Essentially it means “selling” the business to a new company immediately upon appointment of an Administrator, the preparation for sale being carried out prior to appointment.  The sale requires additional scrutiny if the directors and shareholders of the new company are the same as in the previous company to prevent any abuse.
Insolvency practitioners use pre-pack administrations to achieve the swift sale of a business where it is not appropriate for them to trade the business as a company in administration. This way the business can continue to trade without disruption.
Reasons for not trading a company in administration include avoiding the administrators’ costs and the risks of trading a company in administration. It is often argued that key stakeholders such as customers, staff or suppliers will not remain loyal to a company in administration.
A pre-pack is only one form of administration. In normal administrations there are a number of possible outcomes including return of the company to the control of the directors, such as following a restructuring or a Company Voluntary Arrangement, or the administrator can sell the business and assets ahead of liquidation.
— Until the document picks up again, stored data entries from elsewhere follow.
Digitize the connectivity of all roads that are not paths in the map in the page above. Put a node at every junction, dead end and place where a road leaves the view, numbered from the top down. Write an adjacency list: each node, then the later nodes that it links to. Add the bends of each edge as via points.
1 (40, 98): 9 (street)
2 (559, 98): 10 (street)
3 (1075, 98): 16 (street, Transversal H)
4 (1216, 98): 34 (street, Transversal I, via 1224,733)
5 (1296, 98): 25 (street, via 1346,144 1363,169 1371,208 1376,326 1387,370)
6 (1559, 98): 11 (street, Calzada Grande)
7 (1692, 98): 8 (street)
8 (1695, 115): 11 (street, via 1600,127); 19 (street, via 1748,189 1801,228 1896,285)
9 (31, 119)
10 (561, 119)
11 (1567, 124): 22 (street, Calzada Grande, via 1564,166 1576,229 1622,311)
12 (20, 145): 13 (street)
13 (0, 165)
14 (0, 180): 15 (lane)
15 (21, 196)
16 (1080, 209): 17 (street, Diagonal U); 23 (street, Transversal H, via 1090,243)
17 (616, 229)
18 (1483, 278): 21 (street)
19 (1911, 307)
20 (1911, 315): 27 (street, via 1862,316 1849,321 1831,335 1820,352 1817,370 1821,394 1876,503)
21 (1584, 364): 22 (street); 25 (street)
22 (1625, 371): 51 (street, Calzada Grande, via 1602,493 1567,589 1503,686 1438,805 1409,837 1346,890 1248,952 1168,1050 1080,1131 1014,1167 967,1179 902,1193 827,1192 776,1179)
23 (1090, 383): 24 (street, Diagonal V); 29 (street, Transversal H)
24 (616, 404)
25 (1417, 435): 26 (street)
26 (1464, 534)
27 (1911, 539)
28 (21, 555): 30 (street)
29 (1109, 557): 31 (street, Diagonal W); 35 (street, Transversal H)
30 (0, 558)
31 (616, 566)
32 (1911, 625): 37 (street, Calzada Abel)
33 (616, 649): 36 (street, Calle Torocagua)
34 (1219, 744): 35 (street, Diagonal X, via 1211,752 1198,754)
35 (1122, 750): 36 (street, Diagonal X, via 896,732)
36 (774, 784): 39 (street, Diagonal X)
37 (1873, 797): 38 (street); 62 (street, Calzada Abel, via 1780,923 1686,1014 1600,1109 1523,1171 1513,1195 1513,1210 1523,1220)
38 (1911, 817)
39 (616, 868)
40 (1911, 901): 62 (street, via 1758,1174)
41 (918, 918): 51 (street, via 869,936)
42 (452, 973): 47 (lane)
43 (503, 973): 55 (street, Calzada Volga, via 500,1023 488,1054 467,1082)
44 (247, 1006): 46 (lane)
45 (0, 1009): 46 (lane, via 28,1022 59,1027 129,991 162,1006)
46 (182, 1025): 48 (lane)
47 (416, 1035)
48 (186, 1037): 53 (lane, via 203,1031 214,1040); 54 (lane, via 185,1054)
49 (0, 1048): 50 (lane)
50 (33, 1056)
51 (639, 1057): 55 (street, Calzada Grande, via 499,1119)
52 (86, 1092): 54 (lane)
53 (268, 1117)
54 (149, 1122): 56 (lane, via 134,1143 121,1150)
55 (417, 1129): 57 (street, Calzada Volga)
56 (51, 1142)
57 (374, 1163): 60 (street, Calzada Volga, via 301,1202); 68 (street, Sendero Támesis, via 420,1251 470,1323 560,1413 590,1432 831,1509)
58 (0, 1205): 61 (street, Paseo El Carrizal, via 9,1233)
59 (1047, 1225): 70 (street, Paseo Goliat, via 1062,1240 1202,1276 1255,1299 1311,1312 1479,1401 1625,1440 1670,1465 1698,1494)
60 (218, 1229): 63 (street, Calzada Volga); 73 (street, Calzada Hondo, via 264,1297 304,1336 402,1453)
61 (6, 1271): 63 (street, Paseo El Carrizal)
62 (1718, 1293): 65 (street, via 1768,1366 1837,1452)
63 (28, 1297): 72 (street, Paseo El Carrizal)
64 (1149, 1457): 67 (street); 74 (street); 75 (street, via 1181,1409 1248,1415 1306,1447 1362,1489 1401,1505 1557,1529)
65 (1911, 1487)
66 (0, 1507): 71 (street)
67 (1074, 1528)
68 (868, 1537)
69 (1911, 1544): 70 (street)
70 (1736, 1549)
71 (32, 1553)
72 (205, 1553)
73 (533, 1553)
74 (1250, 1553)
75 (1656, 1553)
In the pre-pack form assets are sold immediately on appointment of the administrator, who does not then trade the company.
Pre-packs also have huge advantages in allowing the new company to trade without the burden of the previous company’s debt, almost without disruption keeping valued staff and equipment, contracts, relationships and customers. 
While a pre-pack is often regarded as controversial because the creditors are faced with a done deal, the counter argument is that a swift sale of the business assets is the best opportunity to preserve value and therefore ensure the best possible return for the creditors who might otherwise get nothing or very little.
However, to prevent abuse, especially as the creditors do not get a chance to object, before a company can use this method it must show it has taken advice from an insolvency practitioner who must ensure the business and assets are independently valued and not sold below their value.